Speech to text.
-
I didn't say it's impossible. I said that code cannot be treated as a dialect of English. I think that the bigger obstacle for the development of coding text to speech is economic. I doubt that there are enough coders who need or would want such a system.
Freedom is the freedom to say that two plus two make four. If that is granted, all else follows. -- 6079 Smith W.
At my first job, they actually had a blind "intern" who programmed in Braile on his special typewriter. I don't remember how we got his program onto "cards", but I was asked to review his code. I can't help but think that some "braile to speech" would have helped his comprehension. (My issue is "slow" talkers). "Too much work" depends on the recipient.
"Before entering on an understanding, I have meditated for a long time, and have foreseen what might happen. It is not genius which reveals to me suddenly, secretly, what I have to say or to do in a circumstance unexpected by other people; it is reflection, it is meditation." - Napoleon I
-
Do you know of and can recommend a Speech to Text program that would work for coding. Or, is just impossible to do that sort of thing?
VB6 conversions to C#, VB.net
It is possible. Just not very viable if other solutions exist. So with someone that is mobility limited it can be done. But for someone that can type, even just with a couple of fingers then that is how they should do it. I used the following with google and found multiple solutions.
typing with speech to text code writer
-
Given enough time, anything is possible. Your code or someone else's? I use a dictionary to validate every word in my text-to-speech program. I use "markup" to indicate words that need to be spoken via phonetics. [RecognizedWordUnit.Pronunciation Property (System.Speech.Recognition) | Microsoft Learn](https://learn.microsoft.com/en-us/dotnet/api/system.speech.recognition.recognizedwordunit.pronunciation?view=netframework-4.8.1)

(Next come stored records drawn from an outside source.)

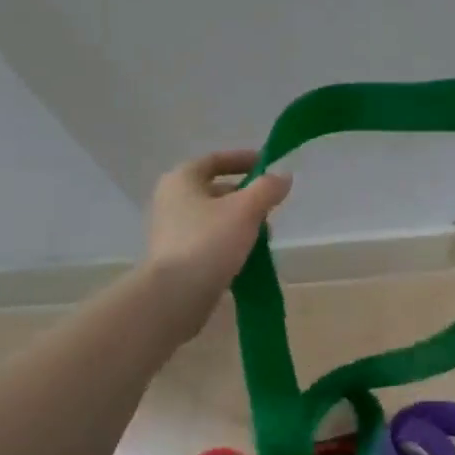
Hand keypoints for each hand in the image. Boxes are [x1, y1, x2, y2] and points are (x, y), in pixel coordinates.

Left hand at [145, 150, 291, 327]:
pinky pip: (210, 242)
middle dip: (247, 197)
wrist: (175, 295)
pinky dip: (230, 244)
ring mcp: (172, 231)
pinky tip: (248, 257)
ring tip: (264, 238)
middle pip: (216, 190)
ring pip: (215, 218)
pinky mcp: (177, 258)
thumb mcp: (245, 210)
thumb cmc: (209, 242)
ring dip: (241, 223)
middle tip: (271, 208)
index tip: (268, 164)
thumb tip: (283, 176)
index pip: (215, 159)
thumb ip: (267, 189)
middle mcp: (171, 200)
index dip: (243, 159)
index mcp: (182, 180)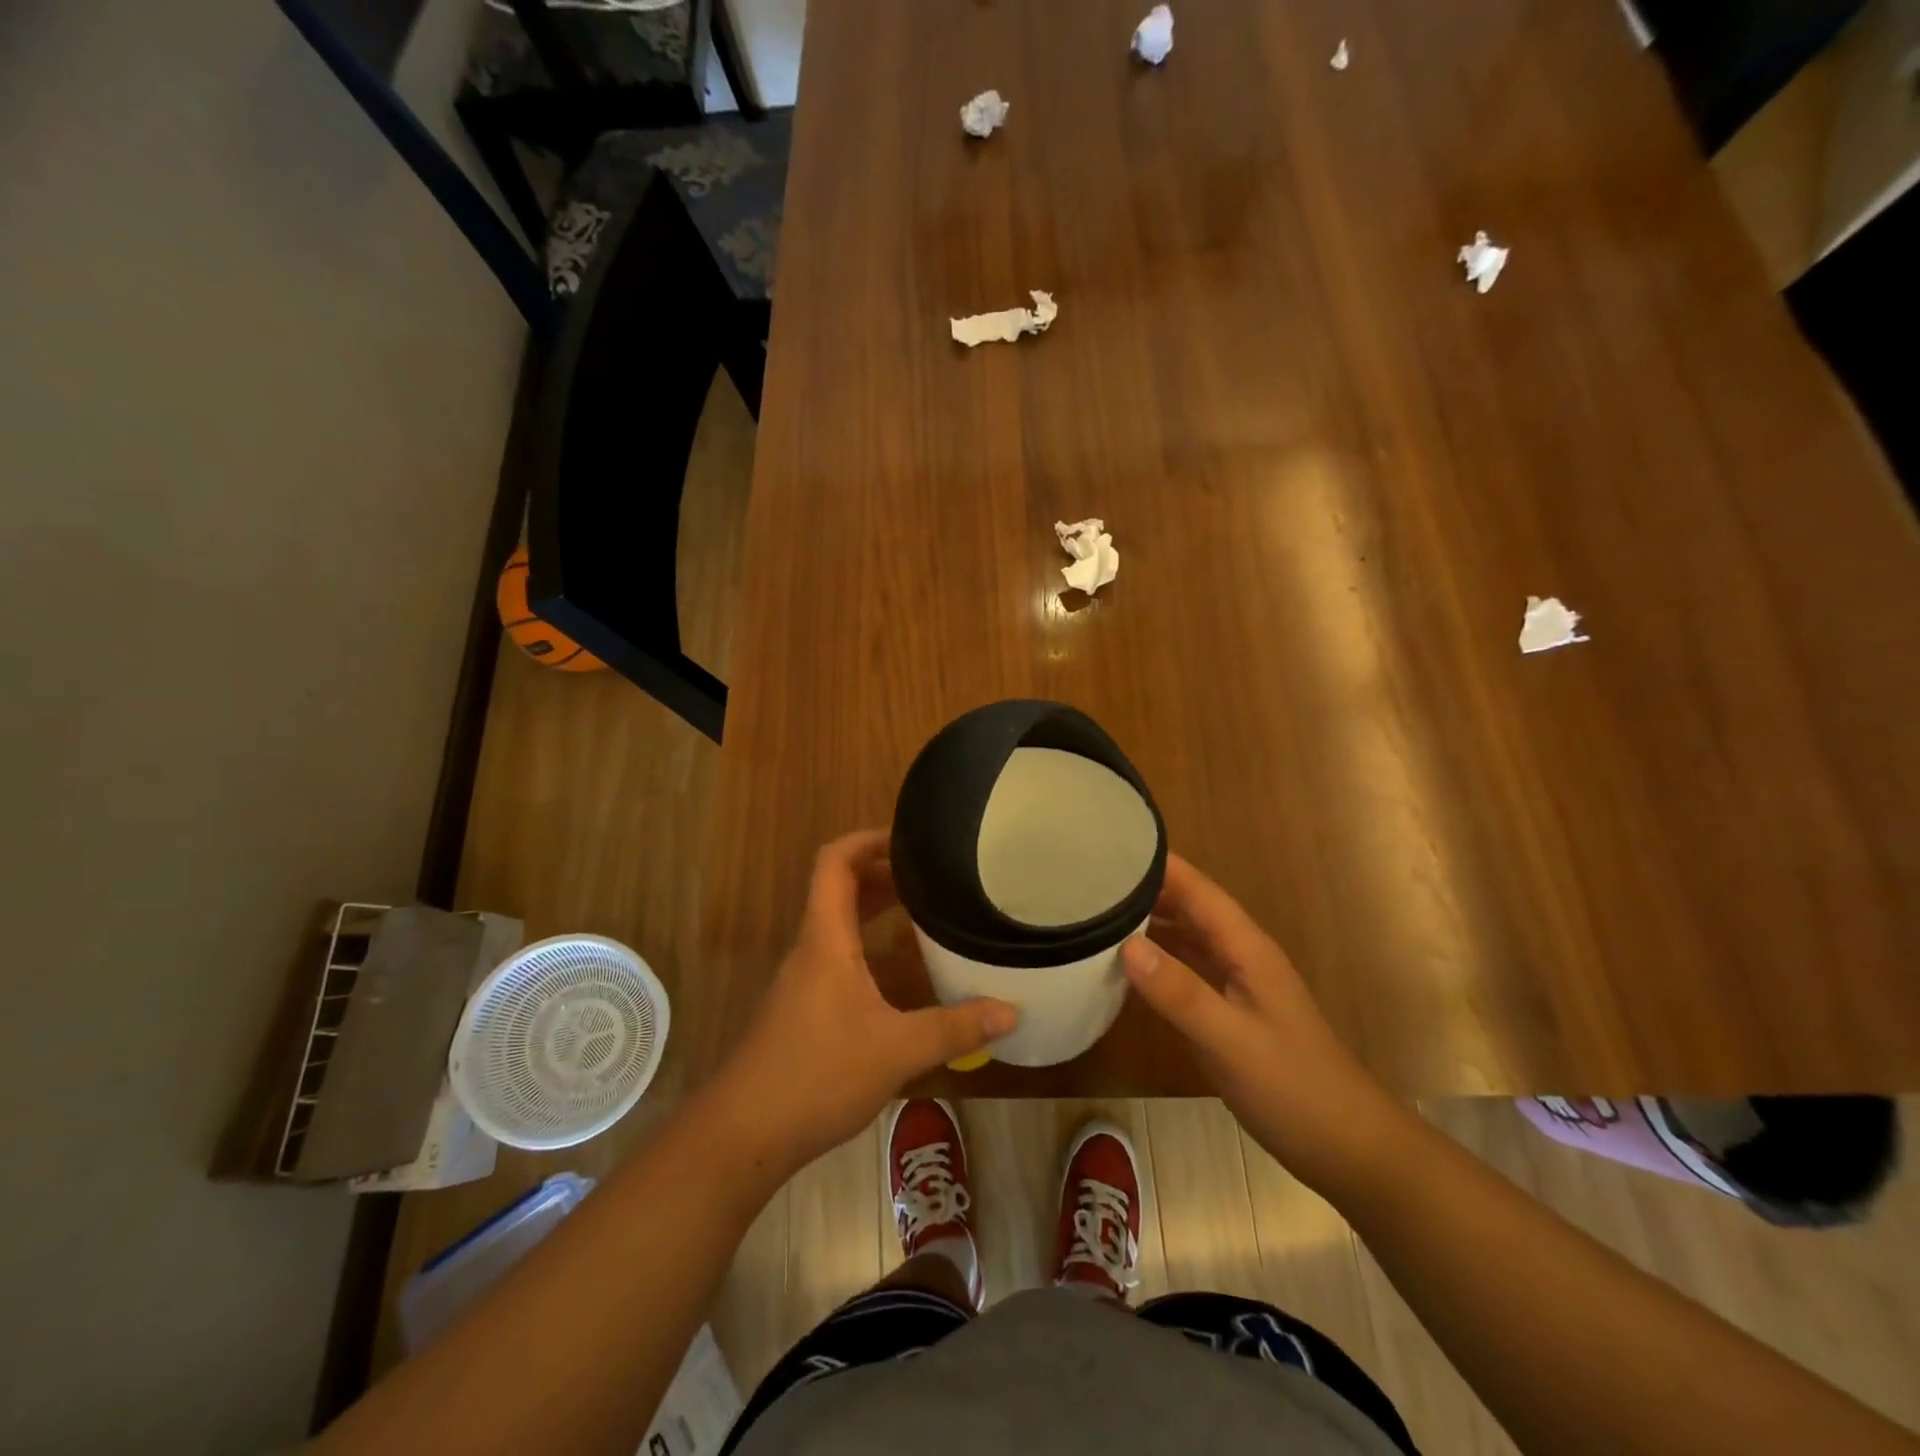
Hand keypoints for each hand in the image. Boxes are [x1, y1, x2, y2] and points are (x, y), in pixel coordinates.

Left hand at [712, 830, 1017, 1176]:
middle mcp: (811, 948)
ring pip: (840, 925)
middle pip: (839, 888)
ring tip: (924, 912)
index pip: (834, 863)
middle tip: (931, 875)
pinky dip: (870, 947)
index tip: (908, 838)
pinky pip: (839, 956)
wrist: (744, 1134)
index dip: (866, 840)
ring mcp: (804, 979)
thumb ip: (954, 1029)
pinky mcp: (804, 1008)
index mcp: (825, 939)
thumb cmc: (817, 1074)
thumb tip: (1011, 1012)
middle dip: (883, 873)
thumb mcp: (896, 1050)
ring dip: (876, 910)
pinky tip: (902, 974)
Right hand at [1122, 854, 1409, 1193]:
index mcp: (1246, 948)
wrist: (1346, 1147)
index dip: (1159, 864)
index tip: (1111, 844)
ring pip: (1185, 938)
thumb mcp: (1231, 1039)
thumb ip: (1180, 992)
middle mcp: (1239, 956)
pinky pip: (1184, 971)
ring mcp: (1235, 985)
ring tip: (1095, 913)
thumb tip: (1126, 944)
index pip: (1197, 890)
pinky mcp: (1227, 1013)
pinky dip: (1155, 961)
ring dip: (1147, 923)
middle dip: (1144, 889)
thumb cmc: (1293, 1087)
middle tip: (1088, 879)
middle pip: (1188, 907)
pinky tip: (1124, 968)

"Before entering on an understanding, I have meditated for a long time, and have foreseen what might happen. It is not genius which reveals to me suddenly, secretly, what I have to say or to do in a circumstance unexpected by other people; it is reflection, it is meditation." - Napoleon I
Gerry Schmitz wrote:
I use a dictionary to validate every word in my text-to-speech program.
A least that can give a recognition quality comparable to word-by-word translation from one language to another, with no concern about context or grammar. :-) (I suspect that you intended to write "... in my speech-to-text program". If you really meant text-to-speech, that is a different, although related, problem. Are you then referring to a pronunciation dictionary? How do you handle homographs?)
-
It is possible. Just not very viable if other solutions exist. So with someone that is mobility limited it can be done. But for someone that can type, even just with a couple of fingers then that is how they should do it. I used the following with google and found multiple solutions.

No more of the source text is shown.